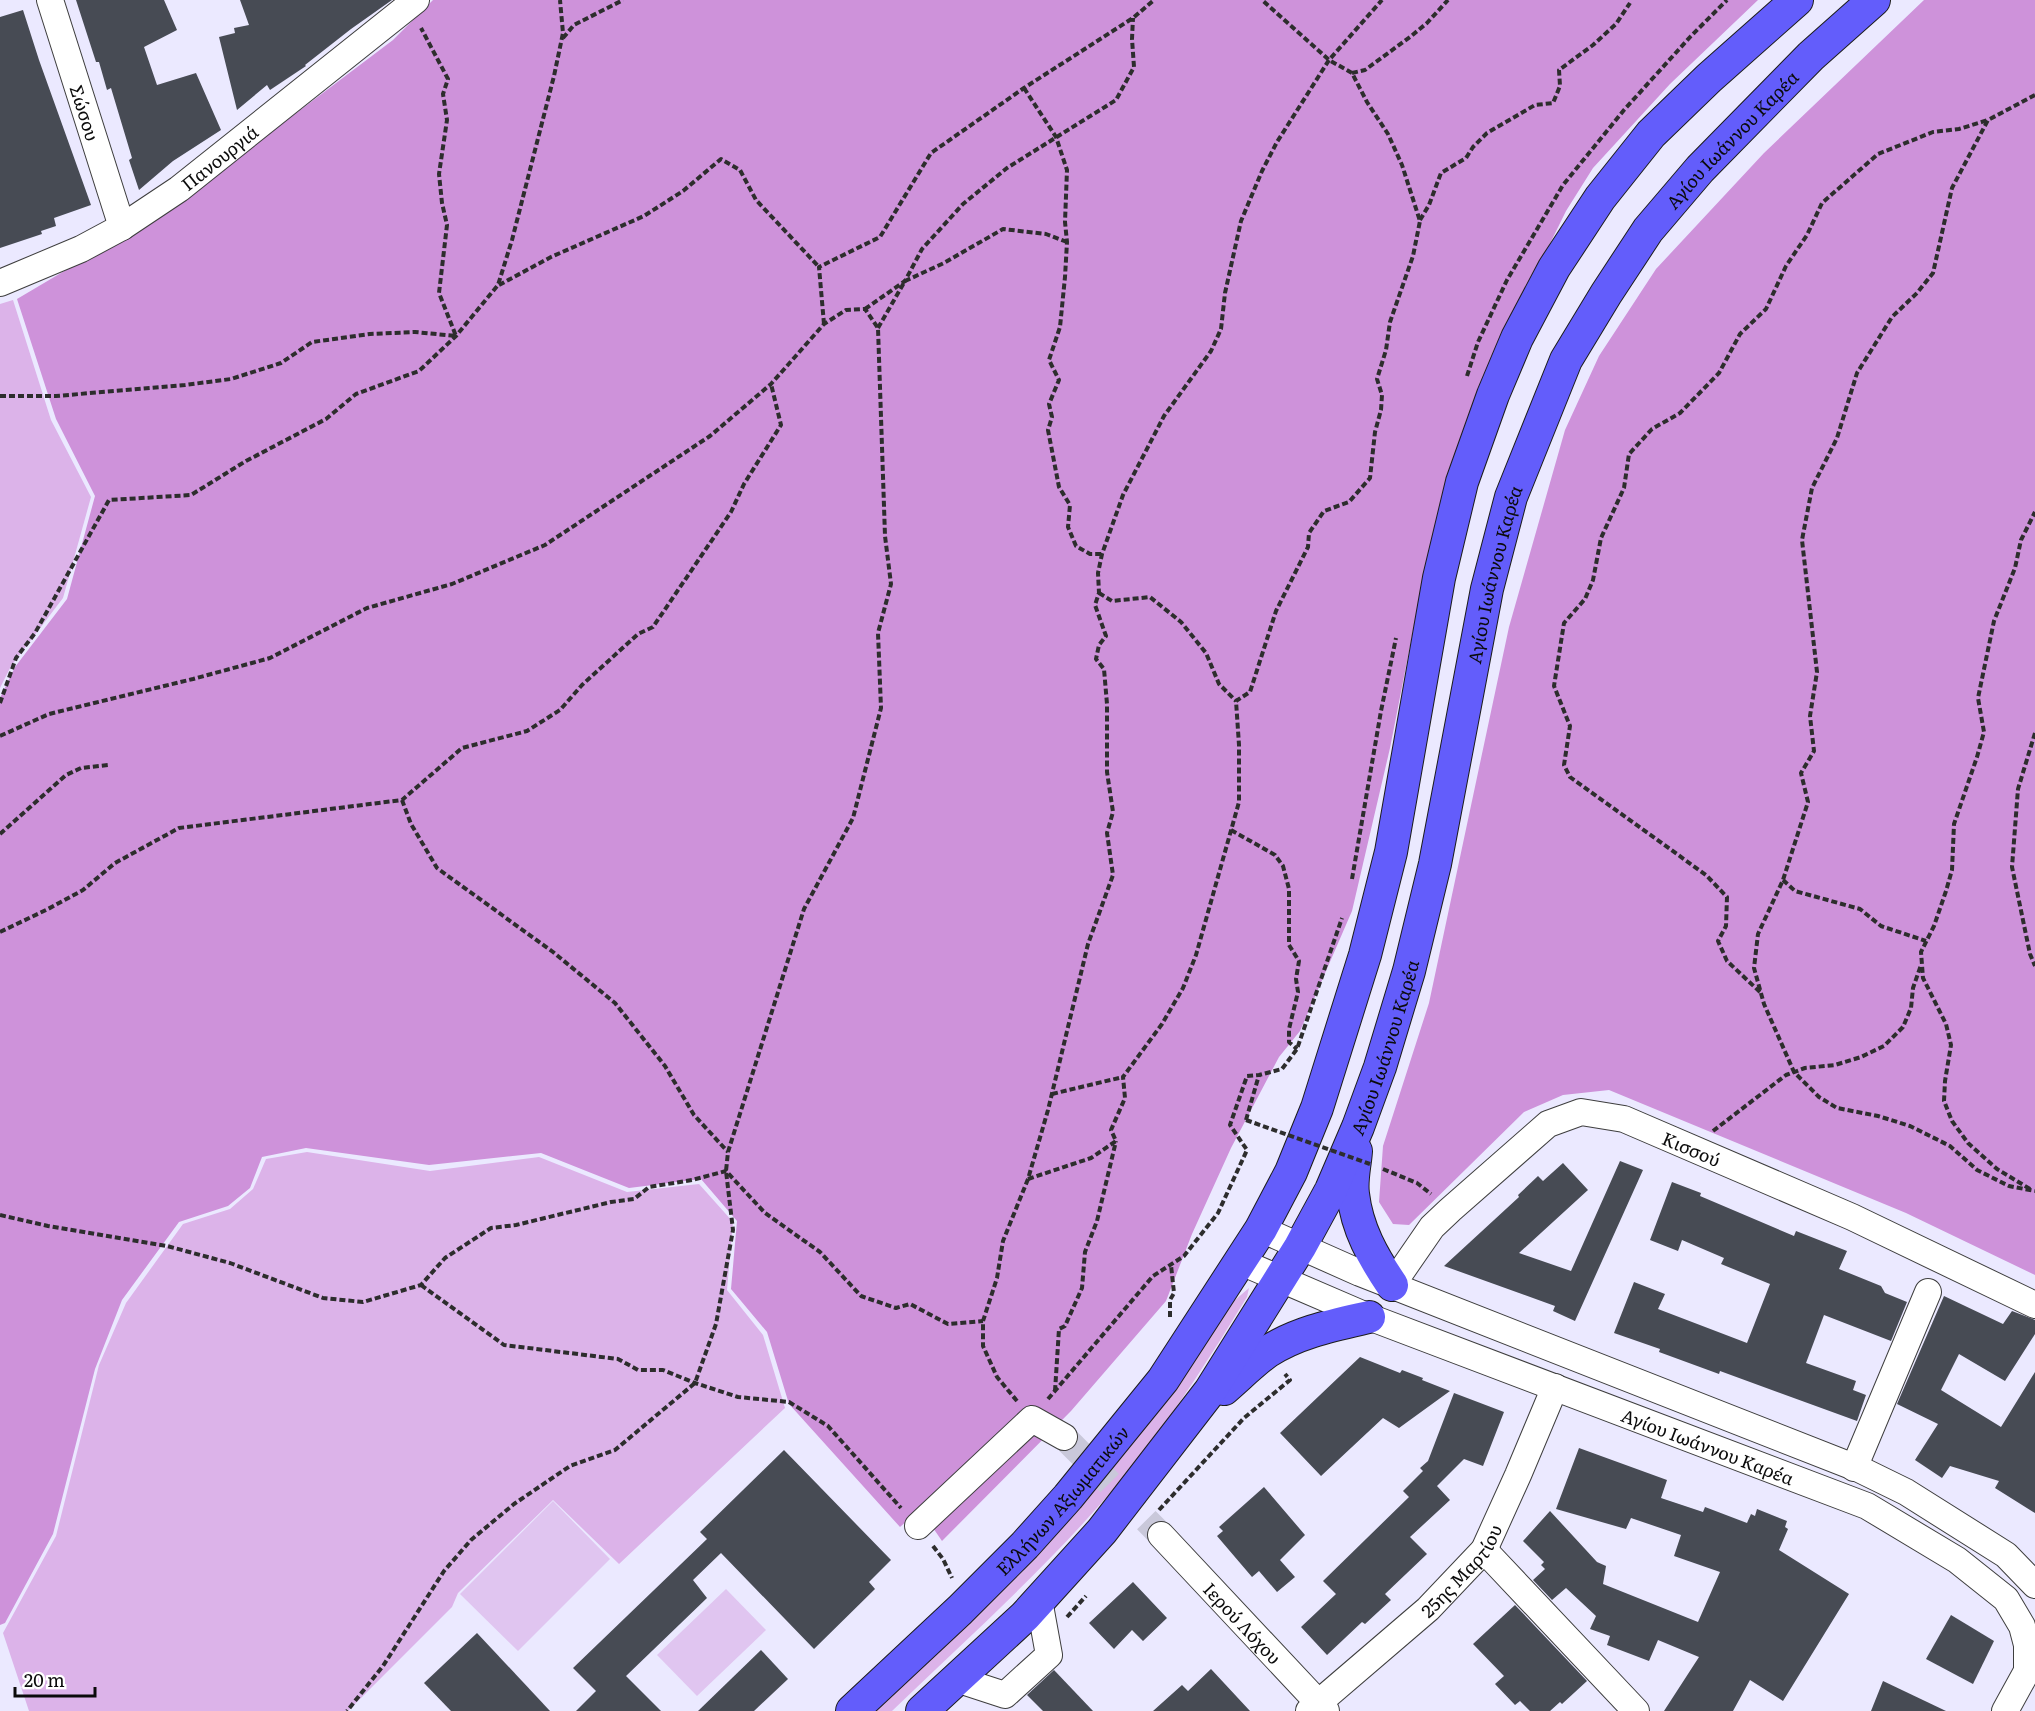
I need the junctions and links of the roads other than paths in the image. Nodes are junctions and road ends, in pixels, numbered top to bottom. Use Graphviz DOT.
graph roads {
  1 [pos="50,0"];
  2 [pos="1797,0"];
  3 [pos="1874,0"];
  4 [pos="413,3"];
  5 [pos="122,227"];
  6 [pos="0,283"];
  7 [pos="1358,1127"];
  8 [pos="1261,1229"];
  9 [pos="1300,1247"];
  10 [pos="1241,1262"];
  11 [pos="1280,1280"];
  12 [pos="1392,1285"];
  13 [pos="1928,1292"];
  14 [pos="2035,1305"];
  15 [pos="1369,1317"];
  16 [pos="1555,1387"];
  17 [pos="1188,1422"];
  18 [pos="1064,1437"];
  19 [pos="1854,1468"];
  20 [pos="918,1526"];
  21 [pos="1161,1535"];
  22 [pos="1484,1550"];
  23 [pos="2035,1585"];
  24 [pos="1039,1600"];
  25 [pos="2031,1672"];
  26 [pos="956,1679"];
  27 [pos="1318,1708"];
  28 [pos="852,1711"];
  29 [pos="922,1711"];
  30 [pos="1636,1711"];
  31 [pos="2005,1711"];
  1 -- 5 [label="street, Σώσου"];
  2 -- 8 [label="main road"];
  3 -- 7 [label="main road, Αγίου Ιωάννου Καρέα"];
  4 -- 5 [label="street, Πανουργιά"];
  5 -- 6 [label="street, Πανουργιά"];
  7 -- 9 [label="main road, Αγίου Ιωάννου Καρέα"];
  7 -- 12 [label="main road"];
  8 -- 9 [label="street, Αγίου Ιωάννου Καρέα"];
  8 -- 10 [label="main road"];
  9 -- 11 [label="main road, Αγίου Ιωάννου Καρέα"];
  9 -- 12 [label="street, Αγίου Ιωάννου Καρέα"];
  10 -- 11 [label="street, Αγίου Ιωάννου Καρέα"];
  10 -- 28 [label="main road, Ελλήνων Αξιωματικών"];
  11 -- 15 [label="street, Αγίου Ιωάννου Καρέα"];
  11 -- 17 [label="main road"];
  12 -- 14 [label="street, Κισσού"];
  12 -- 19 [label="street, Αγίου Ιωάννου Καρέα"];
  13 -- 19 [label="street"];
  15 -- 16 [label="street, Αγίου Ιωάννου Καρέα"];
  15 -- 17 [label="main road"];
  16 -- 22 [label="street, 25ης Μαρτίου"];
  16 -- 25 [label="street, Αγίου Ιωάννου Καρέα"];
  17 -- 24 [label="main road"];
  18 -- 20 [label="street"];
  19 -- 23 [label="street, Αγίου Ιωάννου Καρέα"];
  21 -- 27 [label="street, Ιερού Λόχου"];
  22 -- 27 [label="street, 25ης Μαρτίου"];
  22 -- 30 [label="street"];
  24 -- 26 [label="main road"];
  24 -- 26 [label="street"];
  25 -- 31 [label="street, Αγίου Ιωάννου Καρέα"];
  26 -- 29 [label="main road"];
}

● Goal of the exercise:
Whenever "main" occurs in a line above, copy that line.

● The completed task:
  2 -- 8 [label="main road"];
  3 -- 7 [label="main road, Αγίου Ιωάννου Καρέα"];
  7 -- 9 [label="main road, Αγίου Ιωάννου Καρέα"];
  7 -- 12 [label="main road"];
  8 -- 10 [label="main road"];
  9 -- 11 [label="main road, Αγίου Ιωάννου Καρέα"];
  10 -- 28 [label="main road, Ελλήνων Αξιωματικών"];
  11 -- 17 [label="main road"];
  15 -- 17 [label="main road"];
  17 -- 24 [label="main road"];
  24 -- 26 [label="main road"];
  26 -- 29 [label="main road"];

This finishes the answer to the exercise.